Al Molo has one asset that sets it apart from probably every other restaurant in town and that’s the view. Situated on the first floor of what’s left of the 1930s Pier Bandstand (which used to stretch across the beach), your view is straight out to sea. Even in the dark of a September evening, there was the twinkle of lights on boats out in the bay. The link with the past is still there. The building is still very much art deco and Google tells me that “molo” is Italian for “pier”.
In contrast to many Anglicised Italian places, Al Molo keeps to a fairly short menu – around 15 choices for starters and similar for mains. Starters were straightforward. For one of us, a focaccia bruschetta. It’s topped with tomato, basil and lemon mayo – the latter detracting from the main flavours and textures. The other was a mixed antipasto plate – salami, mortadella, prosciutto – and, to cut through the fattiness of the meat, some pickles in the form of gherkins, cocktail onions and small green olives. There’s a bit of salad, including radicchio, for contrast.

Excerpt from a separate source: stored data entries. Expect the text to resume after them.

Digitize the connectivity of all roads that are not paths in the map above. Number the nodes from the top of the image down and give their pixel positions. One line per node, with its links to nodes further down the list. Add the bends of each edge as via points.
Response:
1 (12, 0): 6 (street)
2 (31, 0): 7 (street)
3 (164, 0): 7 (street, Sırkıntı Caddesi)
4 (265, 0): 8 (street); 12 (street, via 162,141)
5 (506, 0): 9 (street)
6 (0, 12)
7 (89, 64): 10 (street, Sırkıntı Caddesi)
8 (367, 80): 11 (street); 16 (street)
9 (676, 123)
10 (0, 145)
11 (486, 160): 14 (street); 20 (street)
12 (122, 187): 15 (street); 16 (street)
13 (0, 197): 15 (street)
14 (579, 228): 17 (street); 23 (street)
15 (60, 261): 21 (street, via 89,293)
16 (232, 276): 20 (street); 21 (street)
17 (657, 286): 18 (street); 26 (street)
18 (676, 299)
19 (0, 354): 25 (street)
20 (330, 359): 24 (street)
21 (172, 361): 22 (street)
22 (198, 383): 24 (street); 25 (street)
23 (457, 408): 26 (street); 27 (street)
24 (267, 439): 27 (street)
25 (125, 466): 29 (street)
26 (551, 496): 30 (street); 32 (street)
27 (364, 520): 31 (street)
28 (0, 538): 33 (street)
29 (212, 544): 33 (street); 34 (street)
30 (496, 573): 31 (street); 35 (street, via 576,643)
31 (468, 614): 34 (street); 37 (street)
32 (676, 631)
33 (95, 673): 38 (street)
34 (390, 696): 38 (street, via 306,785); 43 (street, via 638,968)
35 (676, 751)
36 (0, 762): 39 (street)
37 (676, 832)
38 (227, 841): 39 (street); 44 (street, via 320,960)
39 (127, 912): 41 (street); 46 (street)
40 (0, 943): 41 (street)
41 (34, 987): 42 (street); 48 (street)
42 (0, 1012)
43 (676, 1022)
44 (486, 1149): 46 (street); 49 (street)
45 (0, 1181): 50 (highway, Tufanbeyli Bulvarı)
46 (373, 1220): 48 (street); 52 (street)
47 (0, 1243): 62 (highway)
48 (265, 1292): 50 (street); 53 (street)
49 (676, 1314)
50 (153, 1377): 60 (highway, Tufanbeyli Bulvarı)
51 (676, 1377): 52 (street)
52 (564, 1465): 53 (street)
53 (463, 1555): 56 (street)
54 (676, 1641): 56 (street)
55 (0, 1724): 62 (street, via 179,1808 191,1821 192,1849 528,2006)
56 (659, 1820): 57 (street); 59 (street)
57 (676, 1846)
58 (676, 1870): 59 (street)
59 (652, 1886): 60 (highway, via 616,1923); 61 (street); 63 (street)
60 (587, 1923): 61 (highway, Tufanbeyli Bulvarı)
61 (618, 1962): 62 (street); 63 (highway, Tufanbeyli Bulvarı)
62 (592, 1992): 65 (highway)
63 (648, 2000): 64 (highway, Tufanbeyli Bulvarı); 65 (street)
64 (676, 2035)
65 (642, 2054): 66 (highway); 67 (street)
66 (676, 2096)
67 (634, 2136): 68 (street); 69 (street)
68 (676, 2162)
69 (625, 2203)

Perfectly al dente tortalloni followed that plate. The pasta was filled with very tasty lamb and there was a lovely creamy sauce, enhanced with Gorgonzola, matchsticks of pancetta and walnuts. Steak, fries and salad across the table. Not very Italian you might think. But the salad is rocket and Parmesan. And frozen catering fries have been lifted by being tossed with a hefty helping of chopped garlic. It becomes very Meditteranean.
We didn’t fancy dessert but, as you’d expect in an Italian gaff, the espresso was good.